Thursday, July 16, 2015

Don't test with SQLLite when you use Postgres in Production

Yesterday, I was looking for some help trying to have a clean way to roll back database transactions at the end of a test in a Python TestCase. So, naturally, I started searching and found some posts on Stack Overflow and started to read them. I was instantly mortified by what I read.
But in any case, an in-memory database (SQLite makes this easy) is the best choice for unit tests. 
Huh? I, at least, will listen and have a nice healthy debate when people suggest you should mock out every call to the database in the unit tests because if you are talking to the database it's not a unit test its a functional test. That argument is mainly one of semantics of what you call the test. In the case of using a different database engine in a testing environment than a production environment, why would you want to do that?

What's worse is the next stack overflow question I went to had almost the same answer by another person.
You can simply create an in-memory SQLite database and bind your session to that.

So, first, I wanted to stand on the rooftop and yell at the top of my lungs to anyone who would listen. This is a really bad idea. Here's why.

  1. SQLite has different SQL semantics than Postgres, so a query written on SQLite may not run in Postgres
  2. SQLite has different bugs than Postgres, so just because it works in SQLite does not mean it will work in Postgres. Also the reverse is true, just because you can't get it to work in SQLite doesn't mean it won't work in Postgres
  3. Postgres has way more features that SQLite. Try doing a CTE query in SQLite. You can't use any of these features in your application if you test in a different database than you use for your production environment. (It ends up in 2014 SQLite added CTEs to their software, however there are differences, which is the point, for instance it does not appear that you can do insert or update in a SQLite CTE).
  4. How can you test deployments if your test environment uses a different database than your production environment?
  5. How can you test that your application works with the newest version of the database before you push it to production?
This sentiment about testing in a different database than you use in production is not just limited to stackoverflow it seems. I found a document on leading cloud service provider's site that said this:


When To Use SQLite
  • Testing:
It is an overkill for a large portion of applications to use an additional process for testing the business-logic (i.e. the application's main purpose: functionality).
This is even more strange coming from them since one of the valid reasons cloud service providers give for using their services is that you can have a test environment that mirrors your production environment as closely as possible.

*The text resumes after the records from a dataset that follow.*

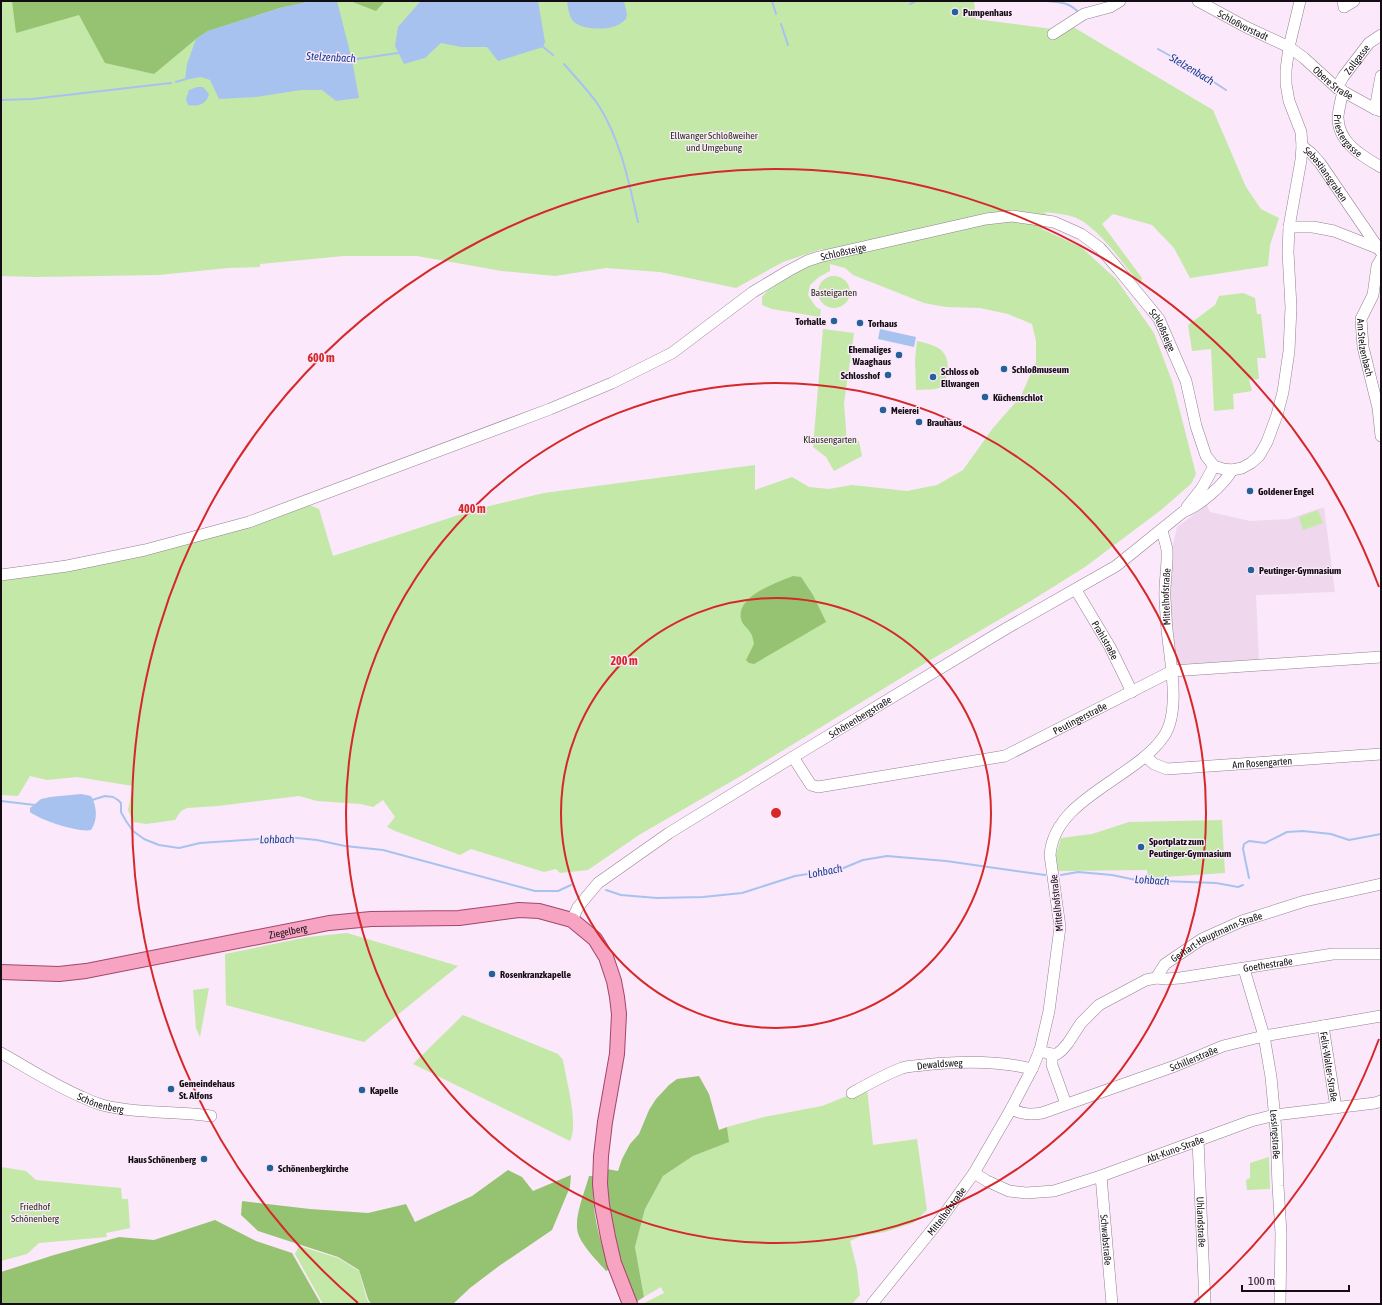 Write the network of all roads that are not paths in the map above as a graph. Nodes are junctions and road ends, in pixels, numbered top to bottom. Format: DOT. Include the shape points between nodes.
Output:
graph roads {
  1 [pos="1120,1"];
  2 [pos="1198,1"];
  3 [pos="1300,1"];
  4 [pos="1354,1"];
  5 [pos="1343,4"];
  6 [pos="1052,34"];
  7 [pos="1381,35"];
  8 [pos="1289,47"];
  9 [pos="1381,76"];
  10 [pos="1340,90"];
  11 [pos="1378,110"];
  12 [pos="1302,146"];
  13 [pos="1381,167"];
  14 [pos="1289,227"];
  15 [pos="1379,250"];
  16 [pos="1381,259"];
  17 [pos="1379,405"];
  18 [pos="1381,436"];
  19 [pos="1214,466"];
  20 [pos="1232,470"];
  21 [pos="1183,512"];
  22 [pos="1162,530"];
  23 [pos="1,575"];
  24 [pos="1076,590"];
  25 [pos="1381,656"];
  26 [pos="1172,671"];
  27 [pos="1132,692"];
  28 [pos="1381,754"];
  29 [pos="793,757"];
  30 [pos="1146,757"];
  31 [pos="1381,884"];
  32 [pos="572,920"];
  33 [pos="1381,954"];
  34 [pos="1244,969"];
  35 [pos="1,972"];
  36 [pos="1156,978"];
  37 [pos="1381,1016"];
  38 [pos="1323,1026"];
  39 [pos="1264,1036"];
  40 [pos="1039,1051"];
  41 [pos="1,1053"];
  42 [pos="1052,1054"];
  43 [pos="1032,1069"];
  44 [pos="852,1093"];
  45 [pos="1381,1101"];
  46 [pos="1066,1104"];
  47 [pos="1336,1108"];
  48 [pos="1011,1109"];
  49 [pos="1275,1115"];
  50 [pos="212,1116"];
  51 [pos="1198,1140"];
  52 [pos="974,1173"];
  53 [pos="1101,1176"];
  54 [pos="630,1304"];
  55 [pos="872,1304"];
  56 [pos="1112,1304"];
  57 [pos="1205,1304"];
  58 [pos="1280,1304"];
  1 -- 6 [label="street" via="1110,7 1080,16"];
  2 -- 8 [label="street, Schloßvorstadt"];
  3 -- 8 [label="street, Sebastiansgraben"];
  4 -- 5 [label="street"];
  7 -- 10 [label="street, Zollgasse" via="1369,43 1343,77"];
  8 -- 10 [label="street, Obere Straße"];
  8 -- 12 [label="street, Sebastiansgraben" via="1286,84 1289,101 1301,132"];
  9 -- 11 [label="street"];
  10 -- 11 [label="street, Obere Straße"];
  10 -- 13 [label="street, Priestergasse" via="1340,131 1360,155"];
  12 -- 14 [label="street"];
  12 -- 15 [label="street, Sebastiansgraben" via="1320,163"];
  14 -- 15 [label="street, Sebastiansgraben" via="1313,227 1334,231"];
  14 -- 20 [label="street" via="1289,351 1281,399 1267,442 1259,456 1242,468"];
  16 -- 17 [label="street, Am Stelzenbach" via="1377,266 1373,294 1361,319 1363,347"];
  17 -- 18 [label="street, Am Stelzenbach"];
  19 -- 20 [label="street"];
  19 -- 21 [label="street" via="1202,488"];
  19 -- 23 [label="street, Schloßsteige" via="1206,456 1186,381 1159,319 1100,248 1081,234 1054,222 1012,216 986,219 807,261 753,292 672,353 612,383 543,412 248,522 145,550 67,566"];
  20 -- 21 [label="street" via="1223,483 1192,508"];
  21 -- 22 [label="street"];
  22 -- 24 [label="street, Schönenbergstraße" via="1116,566"];
  22 -- 26 [label="street, Mittelhofstraße" via="1167,550 1164,596"];
  24 -- 27 [label="street, Prahlstraße" via="1110,647"];
  24 -- 29 [label="street, Schönenbergstraße"];
  25 -- 26 [label="street, Peutingerstraße"];
  26 -- 27 [label="street, Peutingerstraße"];
  26 -- 30 [label="street, Mittelhofstraße" via="1173,712 1169,727"];
  27 -- 29 [label="street, Peutingerstraße" via="1005,756 818,787 811,785"];
  28 -- 30 [label="street, Am Rosengarten" via="1167,769 1154,764"];
  29 -- 32 [label="street, Schönenbergstraße" via="669,833 598,883 578,907"];
  30 -- 40 [label="street, Mittelhofstraße" via="1077,806 1056,832 1051,845 1050,855 1060,927 1049,1011"];
  31 -- 36 [label="street, Gerhart-Hauptmann-Straße" via="1305,901 1242,921 1202,939 1165,964"];
  32 -- 35 [label="main road, Ziegelberg" via="539,911 520,910 459,918 371,919 329,923 86,971 59,974"];
  32 -- 54 [label="main road" via="595,939 606,957 617,997 617,1054 605,1122 600,1184 609,1243"];
  33 -- 34 [label="street, Goethestraße" via="1333,954"];
  34 -- 36 [label="street, Goethestraße" via="1180,978"];
  34 -- 39 [label="street, Lessingstraße"];
  36 -- 42 [label="street" via="1146,980 1100,1006 1081,1023 1062,1050"];
  37 -- 38 [label="street, Schillerstraße"];
  38 -- 39 [label="street, Schillerstraße"];
  38 -- 47 [label="street, Felix-Walter-Straße"];
  39 -- 46 [label="street, Schillerstraße" via="1223,1046 1175,1066"];
  39 -- 49 [label="street, Lessingstraße"];
  40 -- 42 [label="street"];
  40 -- 43 [label="street, Mittelhofstraße"];
  41 -- 50 [label="street, Schönenberg" via="49,1081 100,1105 135,1111"];
  42 -- 46 [label="street" via="1052,1065"];
  43 -- 44 [label="street, Dewaldsweg" via="985,1062 942,1063 903,1068"];
  43 -- 48 [label="street, Mittelhofstraße"];
  45 -- 47 [label="street, Abt-Kuno-Straße"];
  46 -- 48 [label="street, Schillerstraße" via="1032,1115"];
  47 -- 49 [label="street, Abt-Kuno-Straße"];
  48 -- 52 [label="street, Mittelhofstraße"];
  49 -- 51 [label="street, Abt-Kuno-Straße"];
  49 -- 58 [label="street, Lessingstraße" via="1281,1233"];
  51 -- 53 [label="street, Abt-Kuno-Straße"];
  51 -- 57 [label="street, Uhlandstraße"];
  52 -- 53 [label="street, Abt-Kuno-Straße" via="1009,1191 1026,1193 1054,1191"];
  52 -- 55 [label="street, Mittelhofstraße" via="940,1220"];
  53 -- 56 [label="street, Schwabstraße"];
}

I specifically mentioned SQLite and Postgres, but in reality you could replace any two technologies and the arguments don't change. You wouldn't want to test on SQLite and use MySQL in production, nor would you want to test on Postgres and use Oracle in production.

So remember don't develop and test against one database and release against a different database.

Edited Aug. 4
Fixed spelling error for SQLLite -> SQLite.
SQLite does have CTE support since 2014.

Thanks for all the great comments, and the godd discussion this is creating within the community.

17 comments:

  1. I was at a talk about Database testing at PyOhio this last weekend and heard someone else suggest this again as a viable testing option. The reasoning that was given for why you would use an in memory sqllite database instead of your production database was the performance.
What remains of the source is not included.